If someone asked me to name a truly tough film star, I’d never think of naming John Wayne, Kirk Douglas, Arnold Schwarzenegger, Clint Eastwood, Humphrey Bogart, or any of those male performers whose toughness mostly consists of caressing assorted weaponry while posing for the camera.
With rare exceptions – Edward G. Robinson’s gangsters and James Cagney’s psychos come to mind – I’ve always felt that the toughness of the movie tough guys is merely a façade, a cover for grown men who aren’t honest or courageous enough to demonstrate their human vulnerabilities; their feelings of fear, loneliness, sadness, or tenderness. Those heroes can beat up and/or mow down a whole array of film extras dressed as Indians or Nazis, plus supporting players Lee Van Cleef and Richard Jaeckel, but they still come across as weaklings – prisoners unable to escape their own self-imposed stoicism. If those film toughies had to battle the emotional, physical, and social obstacles faced by movie women – problems that aren’t solved with big guns, big fists, and big bombs – they’d have run home crying for mama.

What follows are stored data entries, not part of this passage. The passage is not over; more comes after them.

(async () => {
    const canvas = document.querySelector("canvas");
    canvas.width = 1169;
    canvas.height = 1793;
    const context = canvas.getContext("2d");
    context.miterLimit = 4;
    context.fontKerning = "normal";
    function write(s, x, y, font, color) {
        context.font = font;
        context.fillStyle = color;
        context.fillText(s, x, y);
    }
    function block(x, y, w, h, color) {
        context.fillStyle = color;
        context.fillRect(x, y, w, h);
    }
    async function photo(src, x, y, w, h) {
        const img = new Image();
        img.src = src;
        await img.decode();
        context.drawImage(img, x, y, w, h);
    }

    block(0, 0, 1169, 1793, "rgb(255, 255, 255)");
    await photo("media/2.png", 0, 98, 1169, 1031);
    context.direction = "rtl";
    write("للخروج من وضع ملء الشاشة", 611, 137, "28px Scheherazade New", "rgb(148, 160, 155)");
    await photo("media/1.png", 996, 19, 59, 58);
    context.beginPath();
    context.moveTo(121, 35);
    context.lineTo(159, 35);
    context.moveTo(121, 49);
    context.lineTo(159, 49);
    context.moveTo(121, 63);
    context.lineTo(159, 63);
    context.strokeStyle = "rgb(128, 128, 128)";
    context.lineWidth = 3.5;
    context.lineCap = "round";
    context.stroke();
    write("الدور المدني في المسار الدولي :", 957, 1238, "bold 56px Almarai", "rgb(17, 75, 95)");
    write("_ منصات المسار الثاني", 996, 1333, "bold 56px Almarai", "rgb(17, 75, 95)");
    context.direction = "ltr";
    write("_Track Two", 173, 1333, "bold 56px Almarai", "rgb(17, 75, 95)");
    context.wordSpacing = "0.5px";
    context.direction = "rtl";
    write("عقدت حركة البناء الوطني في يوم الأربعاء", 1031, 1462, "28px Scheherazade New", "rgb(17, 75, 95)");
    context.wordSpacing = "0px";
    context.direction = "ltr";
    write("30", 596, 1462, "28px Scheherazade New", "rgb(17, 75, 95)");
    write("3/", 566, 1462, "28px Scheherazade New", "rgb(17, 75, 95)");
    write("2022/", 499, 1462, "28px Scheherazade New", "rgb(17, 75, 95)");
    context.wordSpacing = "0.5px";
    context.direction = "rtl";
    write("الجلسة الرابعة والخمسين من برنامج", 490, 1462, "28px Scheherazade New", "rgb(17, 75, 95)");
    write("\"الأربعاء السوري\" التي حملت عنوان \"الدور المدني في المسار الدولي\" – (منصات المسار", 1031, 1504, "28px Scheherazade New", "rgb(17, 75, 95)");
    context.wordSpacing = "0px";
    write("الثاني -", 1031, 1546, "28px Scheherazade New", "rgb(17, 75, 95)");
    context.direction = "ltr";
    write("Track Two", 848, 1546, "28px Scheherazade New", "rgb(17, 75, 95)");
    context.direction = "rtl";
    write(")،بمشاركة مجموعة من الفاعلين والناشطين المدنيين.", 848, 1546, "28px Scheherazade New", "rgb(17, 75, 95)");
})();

So, when I think of tough movie stars, whether past or present, I usually think of actresses; women who can, when given the chance, do everything the guys do – without (necessarily) resorting to fists, rifles, shotguns, or automatic weapons to achieve their goal. All the while, they are both honest and courageous enough to show their vulnerable side. Unlike their male counterparts, those women are no poseurs.

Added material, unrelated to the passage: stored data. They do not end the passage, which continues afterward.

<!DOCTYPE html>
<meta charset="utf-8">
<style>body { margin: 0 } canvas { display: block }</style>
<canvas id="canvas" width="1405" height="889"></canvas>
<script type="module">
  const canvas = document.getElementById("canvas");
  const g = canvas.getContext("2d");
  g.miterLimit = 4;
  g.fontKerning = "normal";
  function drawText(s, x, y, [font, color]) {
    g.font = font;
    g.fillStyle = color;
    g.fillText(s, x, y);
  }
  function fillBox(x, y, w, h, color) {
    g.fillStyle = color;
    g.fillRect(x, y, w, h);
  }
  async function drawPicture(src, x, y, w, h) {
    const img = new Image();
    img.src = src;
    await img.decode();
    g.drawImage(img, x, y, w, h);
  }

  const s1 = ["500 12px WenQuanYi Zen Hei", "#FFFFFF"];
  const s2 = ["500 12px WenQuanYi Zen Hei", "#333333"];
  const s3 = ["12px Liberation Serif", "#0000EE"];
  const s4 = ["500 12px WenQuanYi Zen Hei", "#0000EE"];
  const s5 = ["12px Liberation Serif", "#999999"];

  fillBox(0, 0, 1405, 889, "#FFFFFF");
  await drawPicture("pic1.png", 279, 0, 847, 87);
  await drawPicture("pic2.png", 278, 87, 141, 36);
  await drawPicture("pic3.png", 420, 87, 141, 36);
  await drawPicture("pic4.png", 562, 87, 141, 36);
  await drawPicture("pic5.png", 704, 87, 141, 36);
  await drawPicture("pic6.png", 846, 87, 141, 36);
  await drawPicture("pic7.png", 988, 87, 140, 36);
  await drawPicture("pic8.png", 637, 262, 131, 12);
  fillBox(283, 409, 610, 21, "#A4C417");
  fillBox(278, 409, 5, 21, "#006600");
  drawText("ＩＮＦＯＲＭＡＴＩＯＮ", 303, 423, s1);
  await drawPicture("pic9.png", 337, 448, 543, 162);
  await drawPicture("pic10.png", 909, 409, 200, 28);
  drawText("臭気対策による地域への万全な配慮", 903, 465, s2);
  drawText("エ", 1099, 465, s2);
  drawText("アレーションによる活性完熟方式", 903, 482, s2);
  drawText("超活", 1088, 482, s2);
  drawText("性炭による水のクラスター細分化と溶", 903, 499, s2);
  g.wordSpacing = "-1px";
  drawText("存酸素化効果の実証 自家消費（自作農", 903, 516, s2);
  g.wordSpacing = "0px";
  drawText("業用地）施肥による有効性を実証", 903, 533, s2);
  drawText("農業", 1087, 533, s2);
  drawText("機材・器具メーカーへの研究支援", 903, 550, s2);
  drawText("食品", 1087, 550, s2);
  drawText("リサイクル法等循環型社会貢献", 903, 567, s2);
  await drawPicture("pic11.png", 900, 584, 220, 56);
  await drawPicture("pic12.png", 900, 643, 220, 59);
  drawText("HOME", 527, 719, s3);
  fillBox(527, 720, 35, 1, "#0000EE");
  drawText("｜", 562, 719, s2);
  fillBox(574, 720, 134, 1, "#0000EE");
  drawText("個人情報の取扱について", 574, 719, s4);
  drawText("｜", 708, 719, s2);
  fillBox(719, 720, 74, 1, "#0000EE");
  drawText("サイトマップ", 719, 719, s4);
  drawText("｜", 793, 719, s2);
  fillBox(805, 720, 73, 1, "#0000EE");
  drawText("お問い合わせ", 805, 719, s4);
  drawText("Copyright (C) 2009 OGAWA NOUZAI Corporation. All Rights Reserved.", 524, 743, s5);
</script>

When I think of toughness in old movies, I think of Barbara Stanwyck and Jean Arthur, Katharine Hepburn and Myrna Loy, Bette Davis and Joan Crawford, Jeanne Moreau and Anna Magnani, Joan Blondell and Ida Lupino, Aline MacMahon and Rosalind Russell, and, of course, Ann Sheridan.

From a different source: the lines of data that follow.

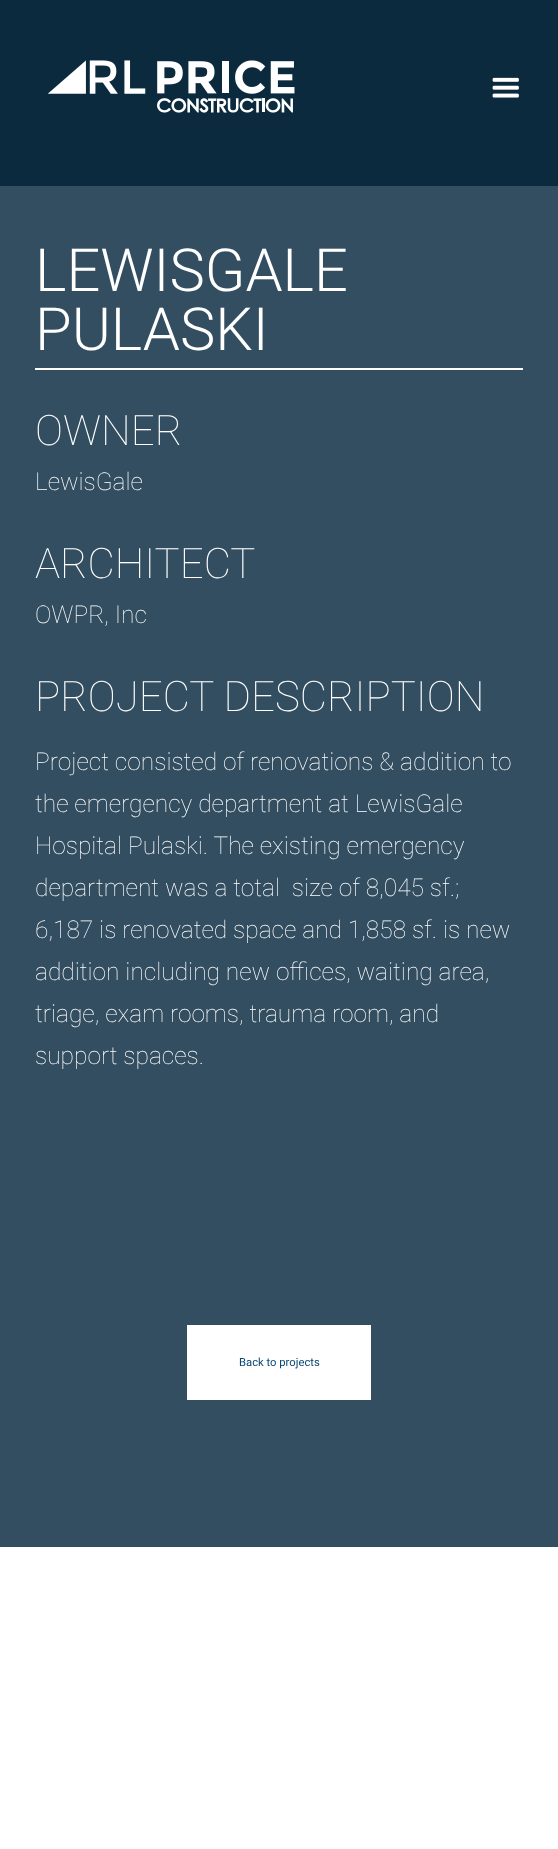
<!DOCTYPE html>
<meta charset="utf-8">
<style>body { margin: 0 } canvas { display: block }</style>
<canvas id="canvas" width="558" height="1849"></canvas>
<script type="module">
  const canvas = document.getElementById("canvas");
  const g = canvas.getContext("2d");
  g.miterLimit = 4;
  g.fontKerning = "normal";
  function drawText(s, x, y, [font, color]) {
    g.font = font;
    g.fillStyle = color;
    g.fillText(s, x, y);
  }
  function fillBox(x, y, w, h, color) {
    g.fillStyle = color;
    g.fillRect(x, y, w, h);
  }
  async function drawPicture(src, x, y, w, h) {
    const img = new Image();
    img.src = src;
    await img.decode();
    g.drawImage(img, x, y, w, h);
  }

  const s1 = ["300 59.5px Roboto", "#FFFFFF"];
  const s2 = ["100 42px Roboto", "#FFFFFF"];
  const s3 = ["100 24.5px Roboto", "#FFFFFF"];
  const s4 = ["11.25px Roboto", "#074772"];

  fillBox(0, 0, 558, 1849, "#FFFFFF");
  fillBox(0, 0, 558, 186, "#0C2A3E");
  await drawPicture("pic1.png", 47, 60, 248, 53);
  await drawPicture("pic2.png", 492, 77, 27, 21);
  fillBox(0, 186, 558, 1361, "#334E60");
  fillBox(35, 368, 488, 2, "#FFFFFF");
  drawText("LEWISGALE", 35, 291, s1);
  drawText("PULASKI", 35, 350, s1);
  drawText("OWNER", 35, 445, s2);
  drawText("LewisGale", 35, 490, s3);
  drawText("ARCHITECT", 35, 578, s2);
  drawText("OWPR, Inc", 35, 623, s3);
  drawText("PROJECT DESCRIPTION", 35, 711, s2);
  drawText("Project consisted of renovations & addition to", 35, 770, s3);
  drawText("the emergency department at LewisGale", 35, 812, s3);
  drawText("Hospital Pulaski. The existing emergency", 35, 854, s3);
  drawText("department was a total  size of 8,045 sf.;", 35, 896, s3);
  drawText("6,187 is renovated space and 1,858 sf. is new", 35, 938, s3);
  drawText("addition including new offices, waiting area,", 35, 980, s3);
  drawText("triage, exam rooms, trauma room, and", 35, 1022, s3);
  drawText("support spaces.", 35, 1064, s3);
  fillBox(187, 1325, 184, 75, "#FFFFFF");
  drawText("Back to projects", 239, 1366, s4);
</script>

Though hardly as well-remembered as Hepburn, Davis, or Crawford, the Texas-born Sheridan (née Clara Lou Sheridan, in Denton, on Feb. 21, 1915) was one of them no-nonsense tough dames that added salt, pepper, and hot mustard to dozens of movies made during the heyday of the Hollywood studios.
Following a long apprenticeship during the second half of the 1930s – mostly as an extra and bit player at Paramount, and then in supporting roles and B-movies at Warner Bros. – the versatile Sheridan finally came into her own as a star in a series of 1940s comedies, dramas, and musicals at Warners. Even then, she was never the top star at the studio where Bette Davis ruled supreme.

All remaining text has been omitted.